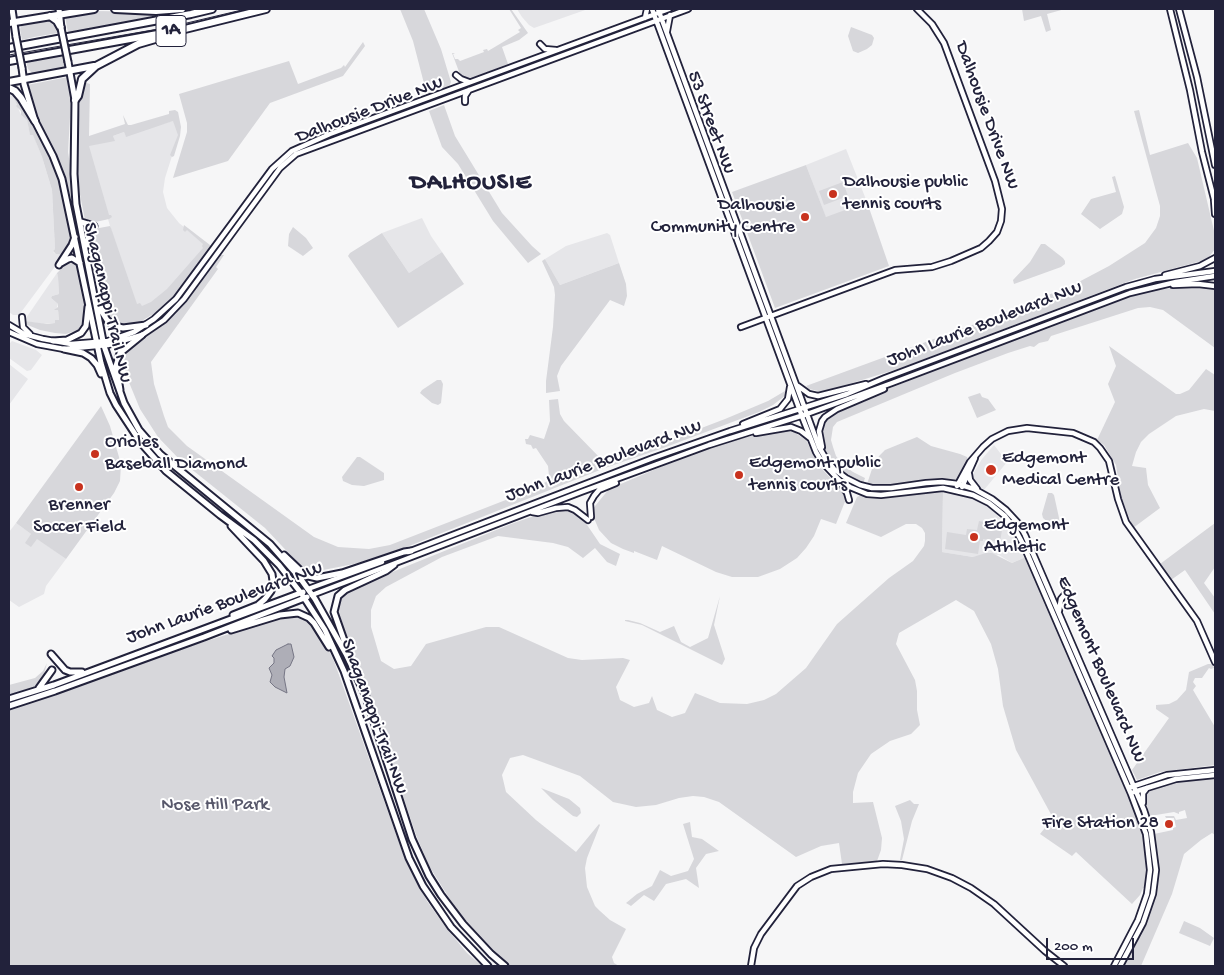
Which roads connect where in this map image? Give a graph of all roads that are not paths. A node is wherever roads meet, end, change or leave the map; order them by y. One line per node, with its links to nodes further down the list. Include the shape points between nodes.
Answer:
1 (12, 9): 20 (main road, Shaganappi Trail NW)
2 (94, 9): 14 (highway)
3 (115, 9): 4 (highway)
4 (182, 9)
5 (212, 9): 25 (highway, 1A)
6 (266, 9): 22 (highway, 1A)
7 (647, 9): 18 (main road)
8 (652, 9): 15 (main road, 53 Street NW)
9 (669, 9): 15 (main road, Dalhousie Drive NW)
10 (688, 9): 16 (main road, Dalhousie Drive NW)
11 (916, 9): 56 (main road, Dalhousie Drive NW, via 939,34 952,64 1000,198 1002,213 998,228 987,244 970,254 932,267 896,270)
12 (1170, 9): 42 (main road)
13 (1179, 9): 41 (main road)
14 (60, 12): 17 (highway); 21 (main road, Shaganappi Trail NW)
15 (657, 12): 18 (main road, Dalhousie Drive NW); 19 (main road, 53 Street NW)
16 (670, 15): 19 (main road, Dalhousie Drive NW); 23 (main road)
17 (50, 16): 20 (highway); 21 (highway)
18 (645, 18): 26 (main road, Dalhousie Drive NW)
19 (659, 19): 23 (main road, 53 Street NW); 37 (main road, Dalhousie Drive NW); 56 (main road, 53 Street NW)
20 (11, 23): 29 (main road, Shaganappi Trail NW, bridge)
21 (62, 28): 30 (main road, Shaganappi Trail NW, bridge)
22 (185, 29): 27 (highway, 1A); 28 (highway, via 138,44)
23 (667, 32): 56 (main road, 53 Street NW)
24 (540, 44): 26 (main road, via 545,49)
25 (9, 48)
26 (559, 50): 35 (main road, Dalhousie Drive NW)
27 (9, 61)
28 (96, 66): 30 (highway); 39 (highway, via 82,79)
29 (22, 68): 32 (highway); 33 (main road, Shaganappi Trail NW)
30 (70, 72): 32 (highway); 39 (main road, Shaganappi Trail NW)
31 (456, 76): 35 (main road)
32 (35, 78): 33 (highway)
33 (23, 80): 34 (highway); 40 (main road, Shaganappi Trail NW)
34 (9, 82)
35 (471, 83): 58 (main road, Dalhousie Drive NW, via 310,142 284,156 176,299)
36 (9, 88): 40 (highway, via 21,98)
37 (470, 89): 38 (main road, Dalhousie Drive NW); 38 (main road, via 465,102)
38 (453, 95): 62 (main road, Dalhousie Drive NW, via 304,150 291,158 280,168 184,299 164,320)
39 (75, 100): 44 (main road, Shaganappi Trail NW, via 74,174)
40 (35, 122): 45 (main road, Shaganappi Trail NW, via 62,179)
41 (1215, 165)
42 (1214, 201): 43 (main road)
43 (1215, 214)
44 (81, 222): 46 (main road, Shaganappi Trail NW); 46 (main road, via 94,226)
45 (75, 236): 48 (main road, Shaganappi Trail NW); 48 (main road, via 59,265 72,258)
46 (86, 248): 55 (main road, Shaganappi Trail NW)
47 (1215, 258): 51 (main road, via 1200,266)
48 (80, 263): 54 (main road, Shaganappi Trail NW)
49 (1215, 271): 51 (main road, John Laurie Boulevard NW)
50 (1215, 276): 52 (main road, John Laurie Boulevard NW)
51 (1155, 279): 67 (main road, John Laurie Boulevard NW)
52 (1157, 286): 53 (main road); 69 (main road, John Laurie Boulevard NW, via 1130,293)
53 (1215, 286)
54 (88, 297): 64 (main road, via 87,321 83,331 73,338); 65 (main road, Shaganappi Trail NW)
55 (97, 303): 58 (main road, via 114,326); 65 (main road, Shaganappi Trail NW)
56 (768, 317): 59 (main road, Dalhousie Drive NW); 68 (main road, 53 Street NW)
57 (9, 325): 60 (main road)
58 (146, 325): 65 (main road, Dalhousie Drive NW)
59 (741, 327)
60 (14, 328): 61 (main road); 63 (main road); 63 (main road, via 22,317 23,328)
61 (9, 333): 66 (main road, via 37,344)
62 (142, 335): 65 (main road, Dalhousie Drive NW); 71 (main road, via 124,349 117,361)
63 (33, 336): 64 (main road)
64 (53, 341): 65 (main road)
65 (101, 344): 66 (main road); 70 (main road, Shaganappi Trail NW); 71 (main road, Shaganappi Trail NW)
66 (64, 349): 70 (main road, via 91,358)
67 (885, 378): 68 (main road, via 823,396 809,394); 72 (main road, John Laurie Boulevard NW)
68 (793, 383): 72 (main road, 53 Street NW); 73 (main road, via 788,399 780,409)
69 (892, 383): 72 (main road, John Laurie Boulevard NW); 76 (main road, via 825,417 819,431)
70 (108, 388): 86 (main road, Shaganappi Trail NW, via 141,443 166,471)
71 (120, 396): 88 (main road, Shaganappi Trail NW, via 139,430 160,454)
72 (803, 412): 73 (main road, John Laurie Boulevard NW); 74 (main road, Edgemont Boulevard NW); 75 (main road, John Laurie Boulevard NW); 76 (main road, Edgemont Boulevard NW)
73 (730, 431): 87 (main road, John Laurie Boulevard NW)
74 (810, 438): 75 (main road, via 799,430 783,427); 80 (main road, Edgemont Boulevard NW, via 822,462)
75 (709, 445): 79 (main road, John Laurie Boulevard NW)
76 (824, 455): 81 (main road, Edgemont Boulevard NW, via 840,474 863,486 882,489 934,482)
77 (974, 458): 78 (main road); 81 (main road); 101 (main road, via 992,439 1018,429 1072,433 1094,442 1109,461 1126,522 1197,621)
78 (969, 473): 81 (main road); 83 (main road, via 971,482)
79 (623, 477): 85 (main road, John Laurie Boulevard NW); 85 (main road, via 596,493 590,503 589,519 568,507)
80 (840, 481): 82 (main road, Edgemont Boulevard NW, via 874,494 936,488); 84 (main road)
81 (961, 485): 82 (main road); 83 (main road, Edgemont Boulevard NW)
82 (958, 490): 111 (main road, Edgemont Boulevard NW, via 995,507 1018,534)
83 (982, 493): 95 (main road, Edgemont Boulevard NW, via 1006,510 1022,530)
84 (849, 500)
85 (531, 512): 89 (main road, John Laurie Boulevard NW)
86 (220, 515): 91 (main road, Shaganappi Trail NW, via 254,540); 96 (main road, via 264,560 273,581 268,595 258,605)
87 (411, 551): 88 (main road, via 317,578 303,573); 90 (main road, John Laurie Boulevard NW)
88 (278, 552): 90 (main road, Shaganappi Trail NW)
89 (394, 565): 93 (main road, John Laurie Boulevard NW); 99 (main road, via 345,590 336,601 335,617)
90 (308, 590): 91 (main road, John Laurie Boulevard NW); 93 (main road, Shaganappi Trail NW)
91 (301, 593): 94 (main road, Shaganappi Trail NW); 96 (main road, John Laurie Boulevard NW)
92 (1066, 593): 95 (main road, via 1060,600)
93 (312, 595): 94 (main road, John Laurie Boulevard NW); 99 (main road, Shaganappi Trail NW)
94 (304, 598): 97 (main road, John Laurie Boulevard NW); 100 (main road, Shaganappi Trail NW)
95 (1059, 612): 110 (main road, Edgemont Boulevard NW)
96 (219, 623): 103 (main road, John Laurie Boulevard NW)
97 (204, 637): 100 (main road, via 280,615 298,613 314,623); 106 (main road, John Laurie Boulevard NW)
98 (51, 654): 103 (main road, via 65,670)
99 (346, 654): 114 (main road, Shaganappi Trail NW, via 365,694 412,839 429,876 463,924)
100 (339, 661): 113 (main road, Shaganappi Trail NW, via 409,858 450,927)
101 (1215, 662)
102 (52, 670): 104 (main road)
103 (85, 673): 104 (main road, John Laurie Boulevard NW)
104 (38, 690): 105 (main road, John Laurie Boulevard NW)
105 (9, 700)
106 (9, 706)
107 (1215, 770): 110 (main road, via 1172,774)
108 (1215, 774): 109 (main road, via 1176,779)
109 (1148, 787): 110 (main road); 112 (main road, via 1143,793)
110 (1135, 788): 111 (main road); 112 (main road, Edgemont Boulevard NW)
111 (1129, 790): 117 (main road, Edgemont Boulevard NW, via 1146,834 1150,870 1143,909)
112 (1144, 810): 118 (main road, Edgemont Boulevard NW, via 1154,847 1155,883 1143,923)
113 (488, 966)
114 (505, 966)
115 (751, 966): 116 (main road, via 754,948 761,934 798,886 831,869 883,864 927,869 971,888 994,904)
116 (1064, 966)
117 (1114, 966)
118 (1120, 966)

# # # # #

What to do »
Lines containing the string "bridge" are the ones to copy from the entries above.

Task answer »
20 (11, 23): 29 (main road, Shaganappi Trail NW, bridge)
21 (62, 28): 30 (main road, Shaganappi Trail NW, bridge)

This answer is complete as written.